Without Tiwari’s simplified method, calculating the electron-phonon interactions encoded in a grid of numbers, known as a matrix, is an incredibly arduous process. First, a scientist must acquire a file detailing the material’s structure. Next, they need to use specialized software to determine the phonon and electron states, which are stored in a slim, manageable matrix. 

Then, the bottleneck appears: transforming the coarse matrix into a dense one. To do so, a basis must be selected, which serves as a fundamental framework for representing all of the information contained in the matrix. This leads to an experience we can all relate to — the tedious process of trial and error.

“But there is no guarantee that researchers will eventually get something that makes sense,” says Tiwari. “People have given up research projects because they couldn't find a basis that would satisfy their calculations.” If you are one of the lucky few who make it past the trial-and-error phase, you can plug these matrices into a software package to compute key electron–phonon properties such as carrier mobility, optical absorption, and the superconducting gap. The software package, Electron-phonon Wannier (EPW), was developed over many years by a broad scientific community, initiated by Oden Institute principal faculty member Feliciano Giustino and extended by Tiwari and other collaborators.

Tiwari says, “To be able to perform these advanced calculations, you need many years of training. Even new Ph.D. students take about a year or two to get into the flow.” But now, thanks to Tiwari's technique, this entire pipeline is reduced to a single step: provide the initial structure and then sit back and relax while the computer handles the rest. 

The main ingenuity occurs in the bottleneck. Instead of asking the user to guess the correct basis through trial and error, Tiwari’s technique removes all user input and instead lets artificial intelligence (AI) take the wheel, a procedure outlined in a paper recently accepted by npj Computational Materials.
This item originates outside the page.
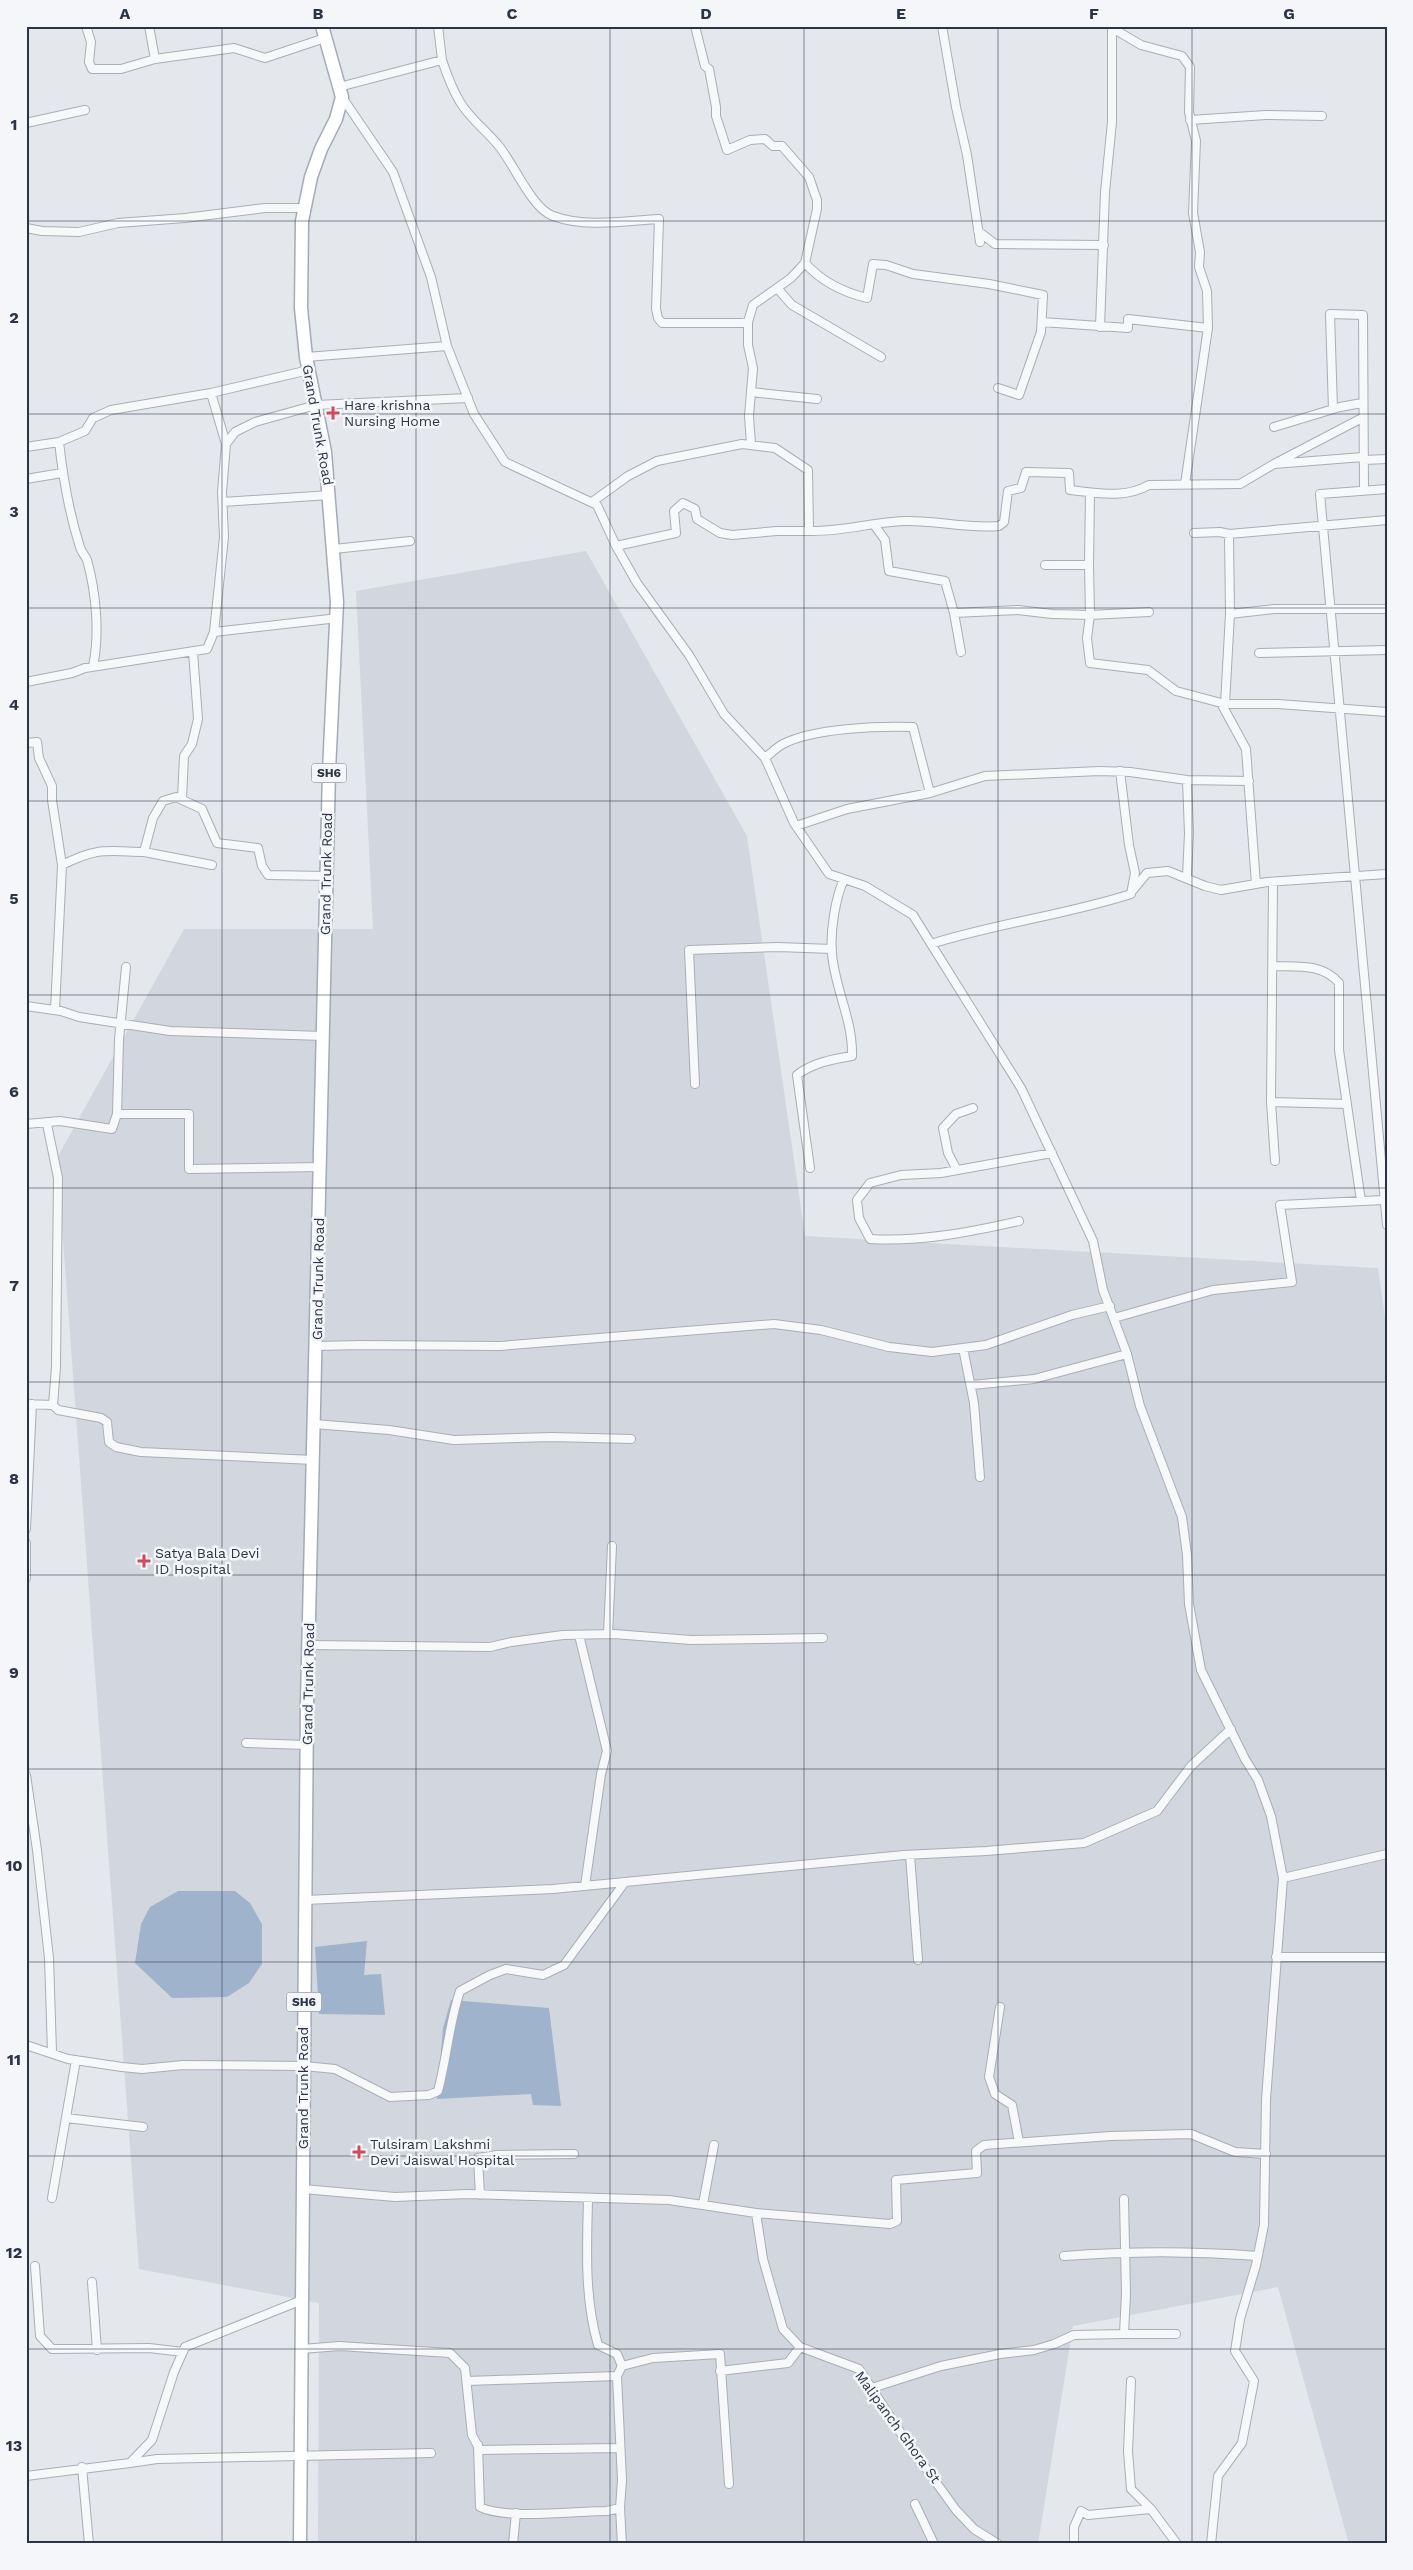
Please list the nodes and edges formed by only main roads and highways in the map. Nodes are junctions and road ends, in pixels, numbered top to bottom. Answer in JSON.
{"nodes":[{"id":1,"x":324,"y":32,"type":"edge"},
{"id":2,"x":300,"y":2544,"type":"edge"}],
"edges":[{"from":1,"to":2,"type":"main road","name":"Grand Trunk Road","number":"SH6"}]}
By systematically pursuing the entire landscape of possible bases, AI automatically locates the optimal basis. Moreover, it finds a good basis from coarser matrices, whereas previously, denser (thus more expensive and time-consuming) matrices were required.
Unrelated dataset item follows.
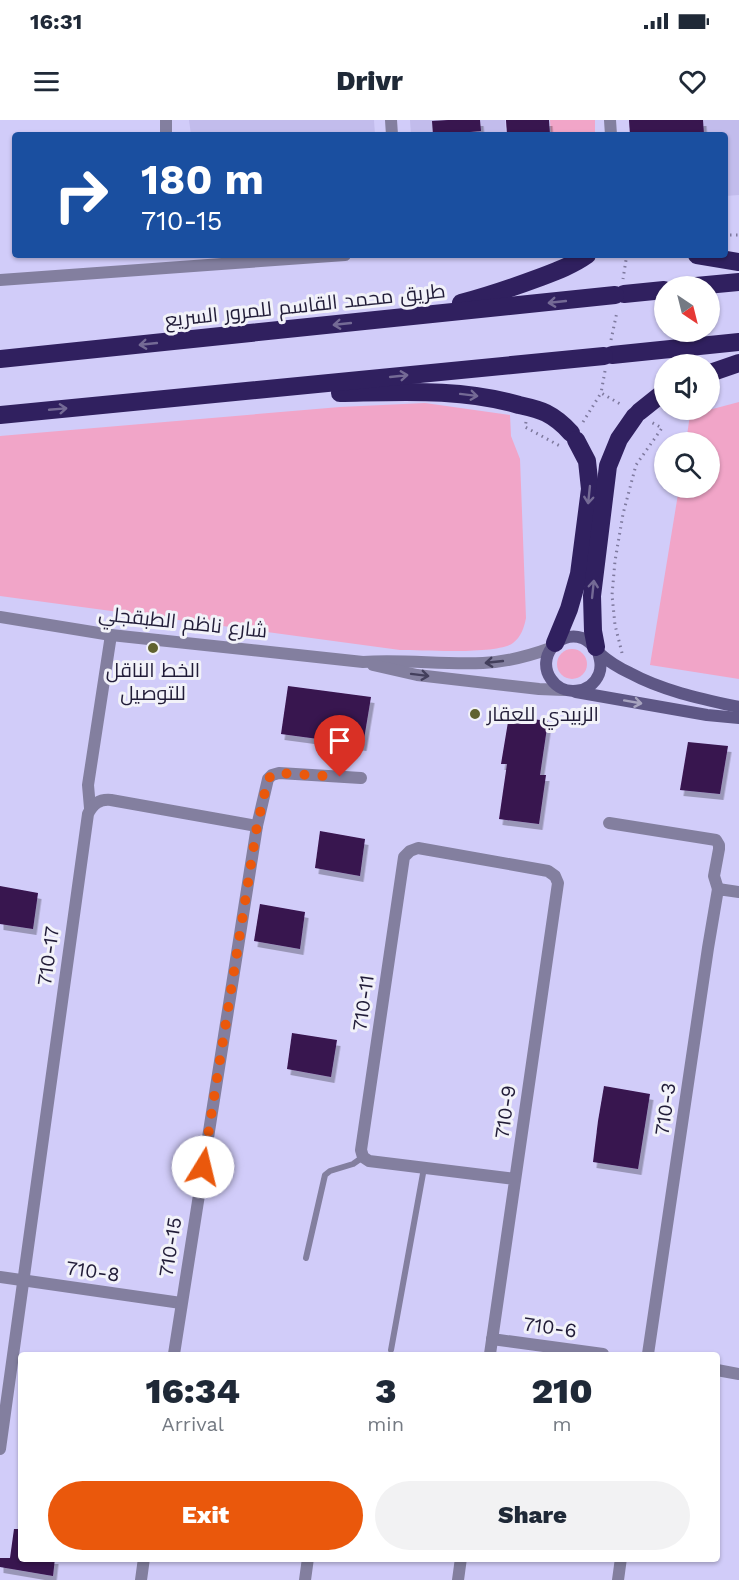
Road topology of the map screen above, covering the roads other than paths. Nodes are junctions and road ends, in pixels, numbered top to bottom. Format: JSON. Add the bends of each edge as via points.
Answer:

Even an experimentalist who does not know much about the theory will be able to obtain these properties just by providing the input structure of a material.

— Sabyasachi Tiwari

Now, experimentalists, professionals in adjacent fields, and young computational scientists who once lacked the years of specialized training can simulate electron-phonon coupling. “Even an experimentalist who does not know much about the theory will be able to obtain these properties just by providing the input structure of a material,” says Tiwari. “That's our end goal.”

He hopes his easy, hands-free process will enable scientists to discover a plethora of new materials with desirable qualities, such as an updated semiconductor to replace the waning silicon transistor, which has hit a plateau, unable to shrink any further without encountering quantum effects that degrade transistor performance. Tiwari and many other scientists hope to develop a new semiconductor that can overcome this limitation while remaining industrially scalable. 

The funding accompanying the Texas Proof of Concept Award will allow Tiwari to commercialize his simplified method, which he hopes to host on a cloud-based software platform. Calculations that used to take weeks to months will soon take hours to days. The barrier that once demanded years of training will soon require nothing more than a link to Tiwari’s website.